## DATA:
━━━━━━

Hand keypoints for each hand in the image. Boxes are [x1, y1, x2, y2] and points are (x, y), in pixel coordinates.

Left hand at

━━━━━━

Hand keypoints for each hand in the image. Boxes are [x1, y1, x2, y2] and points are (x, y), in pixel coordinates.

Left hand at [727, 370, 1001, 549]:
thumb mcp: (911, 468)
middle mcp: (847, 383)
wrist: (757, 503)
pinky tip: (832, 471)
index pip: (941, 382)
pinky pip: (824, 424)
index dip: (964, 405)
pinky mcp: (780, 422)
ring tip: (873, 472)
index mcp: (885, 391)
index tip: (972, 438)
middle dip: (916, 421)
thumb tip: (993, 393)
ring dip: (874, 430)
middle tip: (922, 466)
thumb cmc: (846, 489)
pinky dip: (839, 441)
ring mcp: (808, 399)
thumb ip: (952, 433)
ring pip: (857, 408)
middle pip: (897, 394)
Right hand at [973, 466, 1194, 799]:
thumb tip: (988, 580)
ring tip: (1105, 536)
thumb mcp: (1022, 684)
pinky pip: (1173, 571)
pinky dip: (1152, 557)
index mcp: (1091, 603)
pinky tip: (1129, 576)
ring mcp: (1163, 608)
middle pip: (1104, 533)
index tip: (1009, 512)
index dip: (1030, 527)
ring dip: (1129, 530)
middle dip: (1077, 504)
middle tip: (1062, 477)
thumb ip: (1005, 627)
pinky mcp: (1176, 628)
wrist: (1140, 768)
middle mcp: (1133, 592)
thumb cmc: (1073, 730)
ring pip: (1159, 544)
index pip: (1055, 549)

━━━━━━

## EXERCISE REQUIREMENTS:
Find every line in the records that contains the word "thumb"; copy those lines.

## ANSWER SPACE:
thumb mcp: (911, 468)
thumb tip: (993, 393)
thumb cmc: (846, 489)
thumb ip: (952, 433)
thumb tip: (988, 580)
thumb mcp: (1022, 684)
thumb ip: (1005, 627)
thumb cmc: (1073, 730)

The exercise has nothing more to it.